A casual evening conversation between two friends takes an uneasy turn as old perceptions and buried emotions surface. What begins as light nostalgia slowly fractures into something heavier, as one of them is forced to revisit his past. As reality blurs with memory and guilt, he is forced to face the cost of a choice he made long ago, one he cannot undo, even if part of him never stopped wondering if it was the right one.

Status
Complete
Chapters
1
Rating
n/a
Age Rating
16+

No Room for Regret

"You know you're a pretty fun person to be around. Before we became friends, you came off to me as quite a rude person.

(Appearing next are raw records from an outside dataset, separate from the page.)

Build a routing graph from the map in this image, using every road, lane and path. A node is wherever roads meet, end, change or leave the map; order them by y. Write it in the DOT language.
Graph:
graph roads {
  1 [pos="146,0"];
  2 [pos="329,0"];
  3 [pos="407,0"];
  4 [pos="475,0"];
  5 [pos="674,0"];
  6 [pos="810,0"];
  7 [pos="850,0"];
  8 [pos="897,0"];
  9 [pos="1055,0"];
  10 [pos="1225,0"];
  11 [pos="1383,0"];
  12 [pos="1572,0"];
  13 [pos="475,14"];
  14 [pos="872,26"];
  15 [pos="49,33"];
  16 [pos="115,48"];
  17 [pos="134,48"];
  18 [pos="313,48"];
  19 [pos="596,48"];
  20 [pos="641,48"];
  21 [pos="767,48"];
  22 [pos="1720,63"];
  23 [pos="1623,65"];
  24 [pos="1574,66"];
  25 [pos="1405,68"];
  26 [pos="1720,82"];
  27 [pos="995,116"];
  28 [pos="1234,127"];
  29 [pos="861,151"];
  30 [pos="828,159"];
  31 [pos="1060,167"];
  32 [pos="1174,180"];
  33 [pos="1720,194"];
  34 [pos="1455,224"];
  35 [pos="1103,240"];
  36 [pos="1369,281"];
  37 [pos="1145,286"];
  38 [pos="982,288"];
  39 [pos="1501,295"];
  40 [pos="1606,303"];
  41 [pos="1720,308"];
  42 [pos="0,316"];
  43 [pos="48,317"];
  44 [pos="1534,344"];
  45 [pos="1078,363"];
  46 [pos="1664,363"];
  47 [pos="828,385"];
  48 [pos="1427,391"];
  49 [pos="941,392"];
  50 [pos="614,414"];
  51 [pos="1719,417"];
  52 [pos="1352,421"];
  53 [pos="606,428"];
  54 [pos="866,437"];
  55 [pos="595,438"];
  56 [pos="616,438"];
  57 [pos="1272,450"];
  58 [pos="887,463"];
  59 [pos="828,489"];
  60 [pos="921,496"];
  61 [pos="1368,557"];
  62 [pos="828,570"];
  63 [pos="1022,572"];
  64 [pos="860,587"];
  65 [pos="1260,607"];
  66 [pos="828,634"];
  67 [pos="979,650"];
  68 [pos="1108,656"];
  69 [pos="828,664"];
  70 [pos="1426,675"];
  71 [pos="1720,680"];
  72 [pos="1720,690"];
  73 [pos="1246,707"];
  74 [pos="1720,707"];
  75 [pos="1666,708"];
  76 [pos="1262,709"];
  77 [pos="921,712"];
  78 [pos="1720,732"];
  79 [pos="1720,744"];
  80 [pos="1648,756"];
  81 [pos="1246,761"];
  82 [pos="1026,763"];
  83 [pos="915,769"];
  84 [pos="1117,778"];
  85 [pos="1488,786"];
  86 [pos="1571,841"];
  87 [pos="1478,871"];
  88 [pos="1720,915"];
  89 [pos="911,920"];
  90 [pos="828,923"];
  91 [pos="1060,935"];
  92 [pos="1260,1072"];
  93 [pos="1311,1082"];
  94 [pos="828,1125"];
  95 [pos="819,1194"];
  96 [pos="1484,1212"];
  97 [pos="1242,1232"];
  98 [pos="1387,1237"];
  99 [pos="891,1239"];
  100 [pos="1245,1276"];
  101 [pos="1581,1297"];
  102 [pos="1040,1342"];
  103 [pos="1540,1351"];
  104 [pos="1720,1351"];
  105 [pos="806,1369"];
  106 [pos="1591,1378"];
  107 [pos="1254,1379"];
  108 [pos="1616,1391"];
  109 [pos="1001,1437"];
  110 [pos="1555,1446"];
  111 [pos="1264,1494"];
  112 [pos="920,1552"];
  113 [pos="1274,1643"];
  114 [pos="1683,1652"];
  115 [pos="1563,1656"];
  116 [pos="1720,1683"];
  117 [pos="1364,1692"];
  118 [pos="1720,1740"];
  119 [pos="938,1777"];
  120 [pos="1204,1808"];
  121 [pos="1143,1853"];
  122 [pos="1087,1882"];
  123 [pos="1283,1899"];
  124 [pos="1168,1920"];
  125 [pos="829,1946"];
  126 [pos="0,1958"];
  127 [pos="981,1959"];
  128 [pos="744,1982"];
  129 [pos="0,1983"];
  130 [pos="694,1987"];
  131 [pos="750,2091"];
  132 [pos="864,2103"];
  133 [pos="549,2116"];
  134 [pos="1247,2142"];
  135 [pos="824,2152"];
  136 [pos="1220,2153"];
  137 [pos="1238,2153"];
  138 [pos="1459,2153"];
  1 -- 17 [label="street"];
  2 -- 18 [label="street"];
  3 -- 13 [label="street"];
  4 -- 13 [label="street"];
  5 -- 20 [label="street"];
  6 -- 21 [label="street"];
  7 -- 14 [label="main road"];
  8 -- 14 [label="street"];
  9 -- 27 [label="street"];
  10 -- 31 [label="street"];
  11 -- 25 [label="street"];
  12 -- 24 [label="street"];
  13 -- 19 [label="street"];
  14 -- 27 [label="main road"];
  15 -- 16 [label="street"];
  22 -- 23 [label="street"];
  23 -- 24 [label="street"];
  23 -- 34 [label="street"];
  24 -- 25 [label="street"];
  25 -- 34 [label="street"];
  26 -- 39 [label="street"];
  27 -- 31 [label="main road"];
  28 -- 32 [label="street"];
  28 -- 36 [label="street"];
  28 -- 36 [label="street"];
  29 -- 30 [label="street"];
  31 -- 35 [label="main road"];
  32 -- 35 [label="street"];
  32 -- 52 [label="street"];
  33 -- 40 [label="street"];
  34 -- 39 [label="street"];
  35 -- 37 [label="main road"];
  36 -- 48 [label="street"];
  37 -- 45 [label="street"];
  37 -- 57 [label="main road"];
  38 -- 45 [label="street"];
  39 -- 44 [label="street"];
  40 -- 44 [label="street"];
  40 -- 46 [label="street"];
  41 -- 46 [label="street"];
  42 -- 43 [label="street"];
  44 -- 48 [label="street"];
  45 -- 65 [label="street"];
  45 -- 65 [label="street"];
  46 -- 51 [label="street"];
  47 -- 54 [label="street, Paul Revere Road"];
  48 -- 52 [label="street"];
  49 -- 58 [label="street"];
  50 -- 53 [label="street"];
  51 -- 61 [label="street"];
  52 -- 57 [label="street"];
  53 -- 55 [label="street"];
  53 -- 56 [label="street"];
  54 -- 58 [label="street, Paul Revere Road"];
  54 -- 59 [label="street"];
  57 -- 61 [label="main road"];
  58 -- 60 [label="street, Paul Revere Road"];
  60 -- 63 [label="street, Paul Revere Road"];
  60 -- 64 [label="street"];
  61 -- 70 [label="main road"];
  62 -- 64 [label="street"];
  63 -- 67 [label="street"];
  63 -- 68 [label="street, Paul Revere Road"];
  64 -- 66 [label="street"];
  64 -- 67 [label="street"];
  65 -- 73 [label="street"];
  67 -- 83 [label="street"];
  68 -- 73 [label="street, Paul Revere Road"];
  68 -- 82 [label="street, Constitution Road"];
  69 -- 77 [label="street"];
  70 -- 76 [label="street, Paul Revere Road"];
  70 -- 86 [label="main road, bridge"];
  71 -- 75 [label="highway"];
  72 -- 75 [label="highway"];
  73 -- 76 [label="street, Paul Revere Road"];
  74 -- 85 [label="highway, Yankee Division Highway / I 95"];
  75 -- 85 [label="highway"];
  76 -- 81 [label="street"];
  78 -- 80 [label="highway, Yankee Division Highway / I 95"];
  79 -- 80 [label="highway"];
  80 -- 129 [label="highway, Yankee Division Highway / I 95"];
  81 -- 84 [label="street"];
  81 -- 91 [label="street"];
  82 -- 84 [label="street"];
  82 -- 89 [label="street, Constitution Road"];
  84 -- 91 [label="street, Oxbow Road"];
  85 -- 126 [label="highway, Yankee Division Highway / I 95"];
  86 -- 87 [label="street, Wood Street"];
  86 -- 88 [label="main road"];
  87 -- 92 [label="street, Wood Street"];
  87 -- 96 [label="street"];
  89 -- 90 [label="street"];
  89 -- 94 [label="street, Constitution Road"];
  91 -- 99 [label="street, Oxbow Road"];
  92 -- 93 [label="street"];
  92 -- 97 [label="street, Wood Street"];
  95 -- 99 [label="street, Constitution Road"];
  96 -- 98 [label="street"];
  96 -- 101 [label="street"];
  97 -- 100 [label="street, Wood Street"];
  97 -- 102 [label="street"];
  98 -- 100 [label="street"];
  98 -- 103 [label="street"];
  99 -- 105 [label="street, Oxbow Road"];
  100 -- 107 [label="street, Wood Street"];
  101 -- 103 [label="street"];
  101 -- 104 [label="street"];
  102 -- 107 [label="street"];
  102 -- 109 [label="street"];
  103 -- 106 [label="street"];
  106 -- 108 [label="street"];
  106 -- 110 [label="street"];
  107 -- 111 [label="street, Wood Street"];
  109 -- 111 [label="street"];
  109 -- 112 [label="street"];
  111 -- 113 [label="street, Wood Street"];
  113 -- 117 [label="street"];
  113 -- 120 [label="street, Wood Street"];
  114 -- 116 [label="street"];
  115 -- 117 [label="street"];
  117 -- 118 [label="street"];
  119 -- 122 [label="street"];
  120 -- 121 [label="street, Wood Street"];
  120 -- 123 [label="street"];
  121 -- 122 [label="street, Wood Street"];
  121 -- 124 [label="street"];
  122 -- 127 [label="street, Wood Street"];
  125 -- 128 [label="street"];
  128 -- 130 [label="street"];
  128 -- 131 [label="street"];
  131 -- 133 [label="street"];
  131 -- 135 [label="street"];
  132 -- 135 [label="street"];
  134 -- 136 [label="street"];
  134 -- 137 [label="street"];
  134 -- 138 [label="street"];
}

I mean don't get me wrong I'm not saying you are. It's just that you used to be so closed off and stoic all the time."

Hearing him be so direct made me feel quite awkward.

"I would have never thought that we would become such great friends."

I looked away, trying to hide my awkwardness. Just then, a chill ran down my spine. I rubbed my arms absently. The nights were getting colder.

"Yeah.." I began, not really sure how to reply. I looked around and saw the tall apartments some blocks over. They were shrouded in darkness except for the ground floors, which I assume they had rented out since those were fully constructed, although they didn't really look the part.

Michael shifted from where he'd been standing and said, "Hey let's go down." He checked the time on his phone before turning back to me, "Dinner will get cold if we don't eat soon. Come on."

"Yeah I'm coming". I said, feeling a little uneasy. "You go on first".

The door shut behind him with a click. I turned away, waiting.

When I turned around again, there was a silhouette in the shadows by the corner. I didn't bother to look at it closely. I already knew what it was.

"Living well?" The voice was rough, like nails scraping on metal. "Was it easy? When you stepped all over my dreams?"

I didn't reply. It wouldn't have mattered. I crouched down, leaning against the railing behind me as I tried to imagine how he would've looked back in the day. He felt so familiar, yet also a complete stranger now. I imagined his eyes to have sunken in and that he had gotten a lot more skinny, just like me. Or had he been skinny all along?

“You taught me to wish for things,” he rasped. “You said it would matter. That it would mean something. A future where we’d matter. You knew that. You knew me. No one understood me more than you. I thought you’d be the one who stayed.”

"But no." He spat the word out. "Even you - even you left me. I couldn't reach out to anyone without you." I knew exactly what kind of expression he would've had, and I couldn't bear to face him. Not then.

Even so I understood where he was coming from. One of us had to die for the other to live. And it couldn't have been me. There had to be less of him... so that there could be more of me. Sometimes I start to wonder, if it had been him instead of me, how would've things turned out? Would he have become a better person than me? I suppose wondering is all I can really do.

Even so, given the same choice, I still would've made the same decision I made back then. I did what had to be done, and I knew I didn't get to regret it. I still don't.

I got up from where I had been crouching, the clothes hanging on the lines swaying slightly in the breeze. My steps were loud against the concrete as I made my way to the door. I looked back at him just once before I crossed the threshold, desperately wishing that he could, at the very least, continue to live on in my memory.

My own face, fogged by the memory of simpler times, stared back at me. I headed downstairs.